■ TASK DETAILS
What is needed is an exact copy of every entry below, minus the images.

■ GIVEN DATA
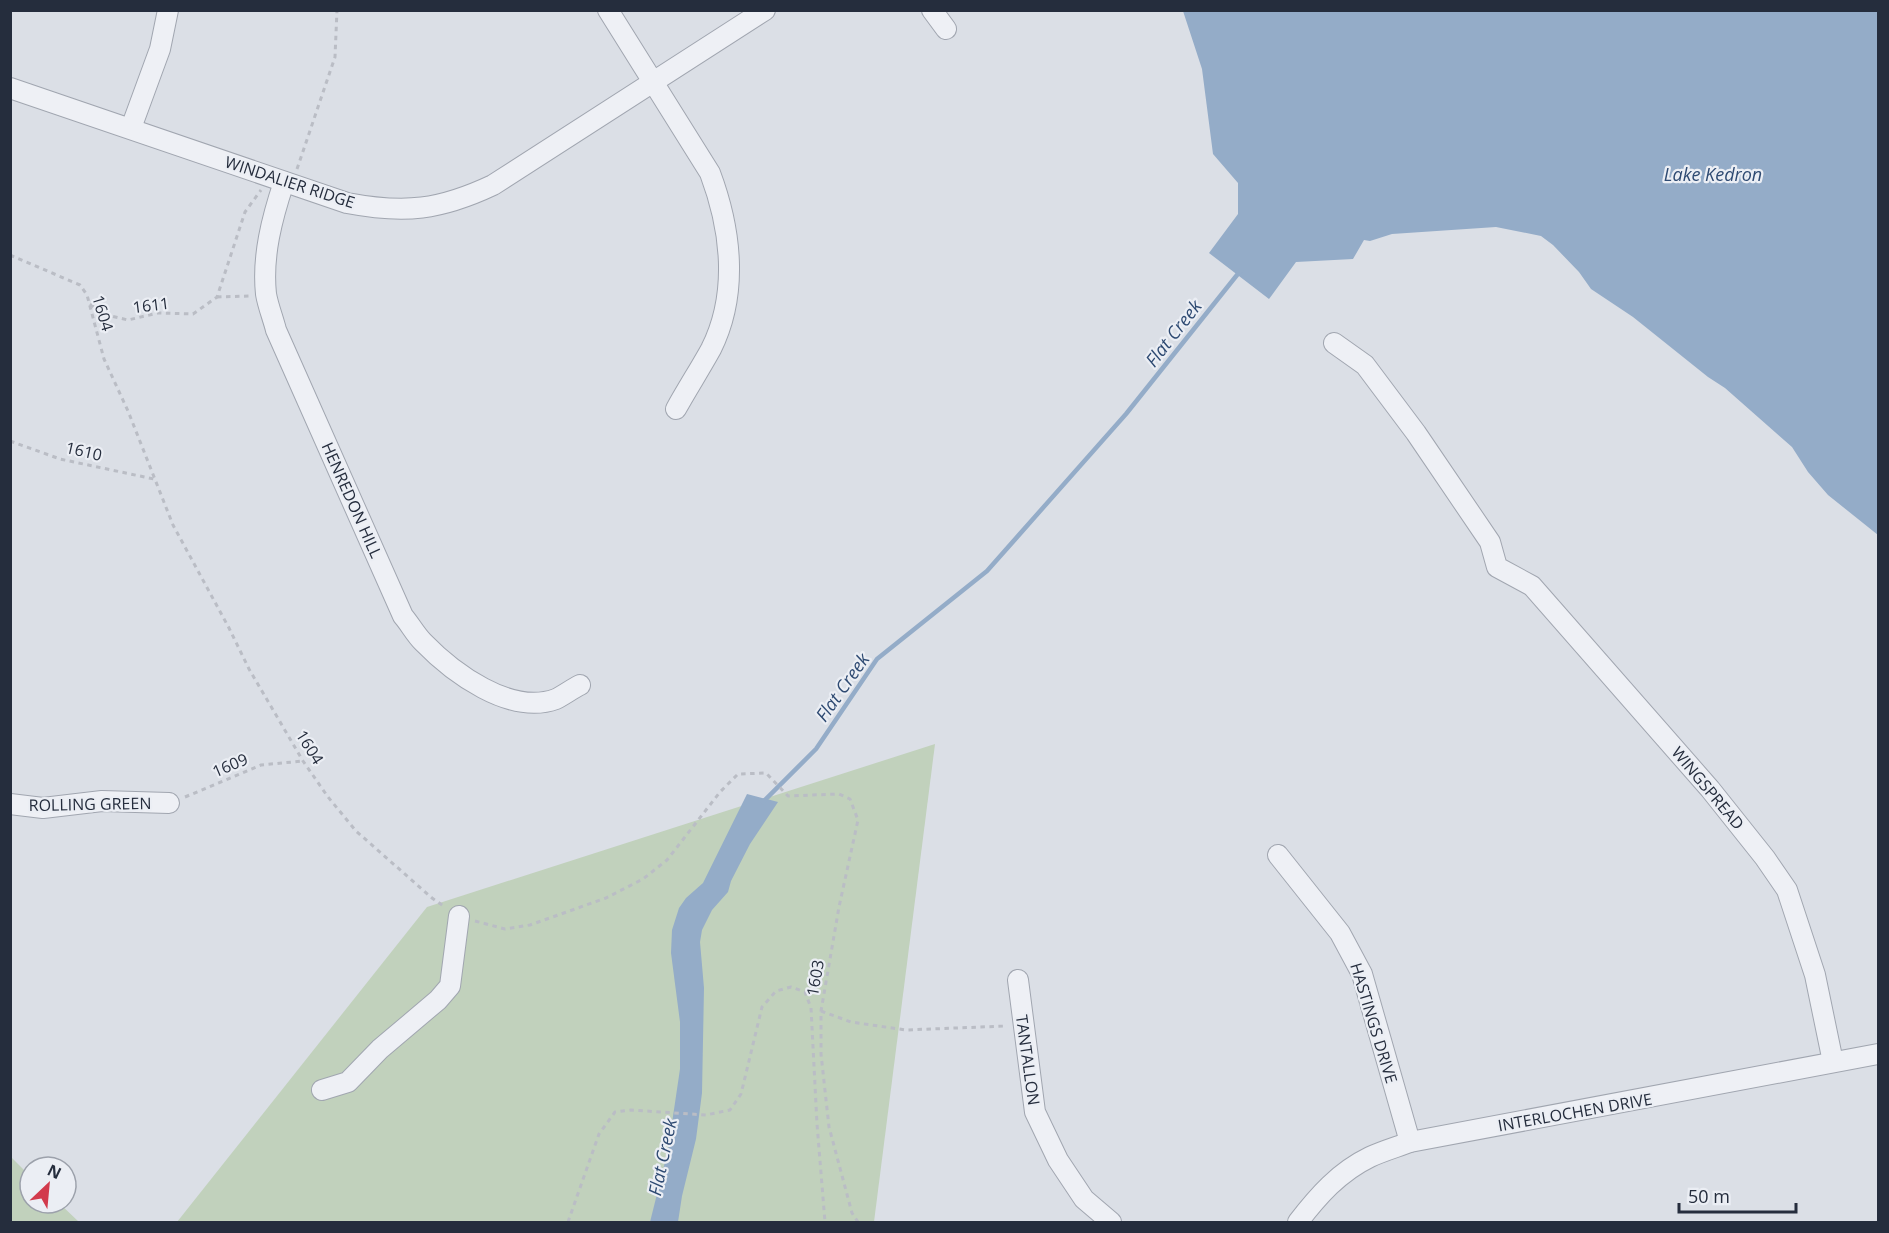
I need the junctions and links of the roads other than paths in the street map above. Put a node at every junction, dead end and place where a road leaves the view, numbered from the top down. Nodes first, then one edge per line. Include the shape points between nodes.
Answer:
1 (168, 10) edge
2 (608, 10) edge
3 (765, 10) edge
4 (932, 10) edge
5 (946, 29) dead end
6 (654, 82) junction
7 (10, 88) edge
8 (131, 128) junction
9 (287, 183) junction
10 (1334, 343) dead end
11 (676, 409) dead end
12 (580, 685) dead end
13 (169, 803) road end
14 (10, 804) edge
15 (1278, 855) dead end
16 (459, 916) road end
17 (1018, 980) dead end
18 (1878, 1054) edge
19 (1833, 1062) junction
20 (322, 1090) dead end
21 (1410, 1142) junction
22 (1111, 1222) edge
23 (1298, 1222) edge

1 - 8 street via 160,49
2 - 6 street
3 - 6 street, WINDALIER RIDGE
4 - 5 street
6 - 9 street, WINDALIER RIDGE via 493,185 452,203 400,210 372,208
6 - 11 street via 710,173 720,198 730,266 717,334
7 - 8 street, WINDALIER RIDGE
8 - 9 street, WINDALIER RIDGE
9 - 12 street, HENREDON HILL via 275,211 265,270 276,330 404,616 420,640 459,674 504,697 537,702 555,699
10 - 19 street, WINGSPREAD via 1365,365 1416,433 1490,543 1497,567 1532,586 1710,789 1765,858 1787,890 1815,975
13 - 14 street, ROLLING GREEN via 102,801 43,808
15 - 21 street, HASTINGS DRIVE via 1341,933 1354,958
16 - 20 street via 450,986 348,1082
17 - 22 street, TANTALLON via 1035,1112 1058,1160 1084,1199
18 - 19 street, INTERLOCHEN DRIVE
19 - 21 street, INTERLOCHEN DRIVE
21 - 23 street, INTERLOCHEN DRIVE via 1350,1168 1332,1182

■ ANSWER FOR THIS EXERCISE
I need the junctions and links of the roads other than paths in the street map above. Put a node at every junction, dead end and place where a road leaves the view, numbered from the top down. Nodes first, then one edge per line. Include the shape points between nodes.
Answer:
1 (168, 10) edge
2 (608, 10) edge
3 (765, 10) edge
4 (932, 10) edge
5 (946, 29) dead end
6 (654, 82) junction
7 (10, 88) edge
8 (131, 128) junction
9 (287, 183) junction
10 (1334, 343) dead end
11 (676, 409) dead end
12 (580, 685) dead end
13 (169, 803) road end
14 (10, 804) edge
15 (1278, 855) dead end
16 (459, 916) road end
17 (1018, 980) dead end
18 (1878, 1054) edge
19 (1833, 1062) junction
20 (322, 1090) dead end
21 (1410, 1142) junction
22 (1111, 1222) edge
23 (1298, 1222) edge

1 - 8 street via 160,49
2 - 6 street
3 - 6 street, WINDALIER RIDGE
4 - 5 street
6 - 9 street, WINDALIER RIDGE via 493,185 452,203 400,210 372,208
6 - 11 street via 710,173 720,198 730,266 717,334
7 - 8 street, WINDALIER RIDGE
8 - 9 street, WINDALIER RIDGE
9 - 12 street, HENREDON HILL via 275,211 265,270 276,330 404,616 420,640 459,674 504,697 537,702 555,699
10 - 19 street, WINGSPREAD via 1365,365 1416,433 1490,543 1497,567 1532,586 1710,789 1765,858 1787,890 1815,975
13 - 14 street, ROLLING GREEN via 102,801 43,808
15 - 21 street, HASTINGS DRIVE via 1341,933 1354,958
16 - 20 street via 450,986 348,1082
17 - 22 street, TANTALLON via 1035,1112 1058,1160 1084,1199
18 - 19 street, INTERLOCHEN DRIVE
19 - 21 street, INTERLOCHEN DRIVE
21 - 23 street, INTERLOCHEN DRIVE via 1350,1168 1332,1182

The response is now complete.